Prussian blue is the first modern synthetic pigment. Admittedly, there was once a pigment known as Egyptian blue that was used in ancient Egypt for millennia; the Romans called it caeruleum. But after the Roman Empire collapsed, the pigment was not used much, and eventually the secret of how it was made was lost. (Scientists have since figured out how to mimic the process.) So before Prussian blue was discovered, painters had to use indigo dye, smalt, or the expensive ultramarine of lapis lazuli for deep blues.
It is believed that Prussian blue was first accidentally synthesized by a Berlin paint maker named Johann Jacob Diesbach around 1706. Diesbach tried to make a red pigment, mixing potassium, ferrous sulfate and dried cochineal. But the potash he used was apparently stained with blood – it is believed from a cut or similar minor injury. The ensuing reaction created a distinctive blue-tinted iron ferrocyanide and was eventually named Prussian Blue (or Berlin Blue).
The earliest known painting with Prussian blue is currently that of Pieter van den Werff Burial of Christ (1709), but the recipe was published in 1734 and Prussian blue soon became widespread among artists. Hokusai’s famous artwork, The Great Wave off Kanagawais one of the most famous works to use the pigment, along with that of Vincent van Gogh The Starry Night and many of Pablo Picasso’s ‘Blue Period’ paintings.

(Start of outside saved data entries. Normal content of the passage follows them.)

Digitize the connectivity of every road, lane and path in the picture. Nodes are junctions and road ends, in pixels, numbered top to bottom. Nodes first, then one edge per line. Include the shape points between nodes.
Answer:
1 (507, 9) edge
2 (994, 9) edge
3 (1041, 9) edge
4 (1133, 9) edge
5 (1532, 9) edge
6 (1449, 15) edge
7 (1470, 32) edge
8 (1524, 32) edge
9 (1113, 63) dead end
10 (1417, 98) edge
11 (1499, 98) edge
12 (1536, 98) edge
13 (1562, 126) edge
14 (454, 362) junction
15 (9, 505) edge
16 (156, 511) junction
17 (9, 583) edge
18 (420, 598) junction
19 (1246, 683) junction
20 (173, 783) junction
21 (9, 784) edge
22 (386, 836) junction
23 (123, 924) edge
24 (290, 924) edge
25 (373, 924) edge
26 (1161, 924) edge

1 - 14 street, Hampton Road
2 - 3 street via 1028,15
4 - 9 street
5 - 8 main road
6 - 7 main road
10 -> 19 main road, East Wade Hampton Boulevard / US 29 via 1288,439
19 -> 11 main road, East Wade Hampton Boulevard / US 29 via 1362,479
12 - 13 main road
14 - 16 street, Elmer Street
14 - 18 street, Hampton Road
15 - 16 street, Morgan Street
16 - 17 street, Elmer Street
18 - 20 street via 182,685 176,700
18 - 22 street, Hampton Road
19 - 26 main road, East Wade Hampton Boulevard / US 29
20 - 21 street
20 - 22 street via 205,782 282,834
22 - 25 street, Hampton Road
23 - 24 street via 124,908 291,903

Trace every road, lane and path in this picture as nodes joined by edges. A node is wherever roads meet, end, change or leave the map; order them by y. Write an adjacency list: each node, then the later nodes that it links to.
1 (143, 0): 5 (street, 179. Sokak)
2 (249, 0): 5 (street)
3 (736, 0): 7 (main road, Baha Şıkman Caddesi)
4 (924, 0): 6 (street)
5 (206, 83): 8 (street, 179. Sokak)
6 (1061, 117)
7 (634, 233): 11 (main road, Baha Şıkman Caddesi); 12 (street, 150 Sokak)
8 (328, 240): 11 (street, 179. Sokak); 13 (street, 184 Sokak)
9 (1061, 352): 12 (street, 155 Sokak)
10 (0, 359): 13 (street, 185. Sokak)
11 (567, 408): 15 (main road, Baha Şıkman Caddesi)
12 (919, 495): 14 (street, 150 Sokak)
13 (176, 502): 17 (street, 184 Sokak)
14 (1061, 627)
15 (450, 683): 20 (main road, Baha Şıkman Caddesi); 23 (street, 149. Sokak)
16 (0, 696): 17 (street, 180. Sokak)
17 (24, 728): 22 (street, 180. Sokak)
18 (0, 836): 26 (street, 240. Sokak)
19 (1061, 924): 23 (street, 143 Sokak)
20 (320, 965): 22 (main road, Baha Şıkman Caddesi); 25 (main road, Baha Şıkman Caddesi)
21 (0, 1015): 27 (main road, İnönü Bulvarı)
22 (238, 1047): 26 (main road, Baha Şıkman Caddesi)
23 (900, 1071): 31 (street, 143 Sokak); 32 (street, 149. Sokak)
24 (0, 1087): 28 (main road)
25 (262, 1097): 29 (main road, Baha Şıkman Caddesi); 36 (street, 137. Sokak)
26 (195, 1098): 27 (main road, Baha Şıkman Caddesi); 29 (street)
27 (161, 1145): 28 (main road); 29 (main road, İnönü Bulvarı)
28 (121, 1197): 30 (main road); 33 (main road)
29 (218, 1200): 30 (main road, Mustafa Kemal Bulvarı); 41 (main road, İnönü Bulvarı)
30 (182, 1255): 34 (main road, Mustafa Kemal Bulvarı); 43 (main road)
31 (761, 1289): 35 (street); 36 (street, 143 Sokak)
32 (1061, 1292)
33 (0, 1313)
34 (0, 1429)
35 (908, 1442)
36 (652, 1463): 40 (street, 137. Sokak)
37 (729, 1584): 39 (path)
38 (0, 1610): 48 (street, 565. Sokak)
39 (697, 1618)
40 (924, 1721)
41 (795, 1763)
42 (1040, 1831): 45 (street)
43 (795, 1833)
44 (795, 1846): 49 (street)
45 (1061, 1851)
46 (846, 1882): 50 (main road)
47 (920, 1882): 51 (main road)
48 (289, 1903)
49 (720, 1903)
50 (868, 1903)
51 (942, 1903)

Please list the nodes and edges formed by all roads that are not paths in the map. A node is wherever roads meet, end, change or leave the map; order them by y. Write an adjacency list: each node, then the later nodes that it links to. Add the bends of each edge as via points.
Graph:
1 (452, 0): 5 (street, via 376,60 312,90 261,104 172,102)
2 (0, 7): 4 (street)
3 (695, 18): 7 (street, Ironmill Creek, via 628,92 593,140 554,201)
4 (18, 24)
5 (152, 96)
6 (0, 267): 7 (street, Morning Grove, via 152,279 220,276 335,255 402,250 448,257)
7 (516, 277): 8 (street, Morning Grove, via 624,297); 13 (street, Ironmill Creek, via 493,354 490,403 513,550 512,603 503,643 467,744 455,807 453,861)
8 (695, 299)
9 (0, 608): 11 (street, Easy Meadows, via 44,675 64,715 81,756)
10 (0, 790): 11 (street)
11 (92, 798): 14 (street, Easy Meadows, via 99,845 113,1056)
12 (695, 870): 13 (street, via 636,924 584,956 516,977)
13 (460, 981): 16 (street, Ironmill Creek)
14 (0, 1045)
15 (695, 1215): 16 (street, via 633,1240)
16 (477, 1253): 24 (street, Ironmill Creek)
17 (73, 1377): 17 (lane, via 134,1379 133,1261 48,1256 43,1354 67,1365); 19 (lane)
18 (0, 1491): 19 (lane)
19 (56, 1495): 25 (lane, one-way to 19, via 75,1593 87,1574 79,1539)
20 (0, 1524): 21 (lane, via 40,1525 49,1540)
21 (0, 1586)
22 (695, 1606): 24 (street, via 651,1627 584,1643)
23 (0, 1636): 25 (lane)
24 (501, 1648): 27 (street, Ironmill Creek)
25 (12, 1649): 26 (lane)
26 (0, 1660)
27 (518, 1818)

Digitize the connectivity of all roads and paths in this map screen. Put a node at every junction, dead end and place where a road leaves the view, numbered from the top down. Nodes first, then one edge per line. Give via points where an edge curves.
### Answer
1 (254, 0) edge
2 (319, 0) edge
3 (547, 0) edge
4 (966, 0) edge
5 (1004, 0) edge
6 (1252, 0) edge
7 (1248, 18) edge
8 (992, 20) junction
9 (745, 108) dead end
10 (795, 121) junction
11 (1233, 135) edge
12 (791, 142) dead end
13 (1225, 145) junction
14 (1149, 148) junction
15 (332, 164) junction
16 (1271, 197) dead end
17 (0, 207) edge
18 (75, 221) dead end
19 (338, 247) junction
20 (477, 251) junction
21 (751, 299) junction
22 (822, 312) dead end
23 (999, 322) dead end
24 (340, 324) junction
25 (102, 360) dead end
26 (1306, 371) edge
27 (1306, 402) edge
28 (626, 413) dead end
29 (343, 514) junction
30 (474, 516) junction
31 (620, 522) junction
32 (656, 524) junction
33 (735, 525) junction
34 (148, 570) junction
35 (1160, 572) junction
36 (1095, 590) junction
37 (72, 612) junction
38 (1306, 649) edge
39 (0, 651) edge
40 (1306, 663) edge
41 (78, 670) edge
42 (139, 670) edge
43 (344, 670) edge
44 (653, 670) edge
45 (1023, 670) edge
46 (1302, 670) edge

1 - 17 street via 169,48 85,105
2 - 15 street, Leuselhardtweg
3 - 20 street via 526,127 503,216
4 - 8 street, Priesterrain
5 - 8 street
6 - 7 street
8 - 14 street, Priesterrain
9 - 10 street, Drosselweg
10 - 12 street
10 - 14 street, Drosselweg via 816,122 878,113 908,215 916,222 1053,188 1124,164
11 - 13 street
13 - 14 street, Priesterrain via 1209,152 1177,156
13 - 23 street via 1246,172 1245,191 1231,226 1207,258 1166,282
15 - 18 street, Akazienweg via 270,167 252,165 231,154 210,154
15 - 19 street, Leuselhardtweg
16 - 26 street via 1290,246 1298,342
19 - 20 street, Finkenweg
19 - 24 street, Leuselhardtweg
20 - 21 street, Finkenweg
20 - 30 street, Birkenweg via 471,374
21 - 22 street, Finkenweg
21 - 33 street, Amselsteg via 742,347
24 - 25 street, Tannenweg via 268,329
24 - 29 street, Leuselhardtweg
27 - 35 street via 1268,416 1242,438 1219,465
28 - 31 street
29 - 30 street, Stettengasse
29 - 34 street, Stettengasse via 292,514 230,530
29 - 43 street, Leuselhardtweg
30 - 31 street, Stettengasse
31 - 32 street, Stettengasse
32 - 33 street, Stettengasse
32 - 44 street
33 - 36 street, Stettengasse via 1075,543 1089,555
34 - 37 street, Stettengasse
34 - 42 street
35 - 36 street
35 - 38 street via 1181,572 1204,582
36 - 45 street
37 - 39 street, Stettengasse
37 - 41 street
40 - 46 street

The pigment has other uses. It is often used to treat heavy metal poisoning from thallium or radioactive cesium, because its grid-like network structure — similar to a jungle gym — can trap metal ions from those metals and prevent them from being absorbed by the body. Prussian blue helped remove cesium from the soil around the Fukushima nuclear power plant after the 2011 tsunami. Prussian blue nanoparticles are used in some cosmetics and are used by pathologists as a stain to detect iron in, for example, bone marrow biopsy samples.
So it is a very useful substance, which is why the Japanese authors of this last paper decided to explore other possible practical applications. They analyzed how Prussian blue takes up multivalent metals, such as platinum, ruthenium, rhodium, molybdenum, osmium and palladium, using X-ray and ultraviolet spectroscopy. They were amazed at how well the pigment retained its jungle gym structure while replacing iron ions in the framework — the secret to its impressive absorption efficiency compared to bio-based absorbents. That’s good news for e-waste recycling.
Prussian blue could also solve one of the challenges of nuclear waste disposal, according to the authors. Current practice involves converting radioactive liquid waste to a glassy state in a reprocessing plant prior to disposal. But platinum group metals can build up on the walls of the smelters, eventually causing uneven heat distribution. Thus, the melters must be flushed after each use, which in turn increases costs. Prussian blue could remove these deposits without having to flush the melters after each use.
DOI: Scientific Reports, 2022. 10.1038/s41598-022-08838-1 (About DOIs).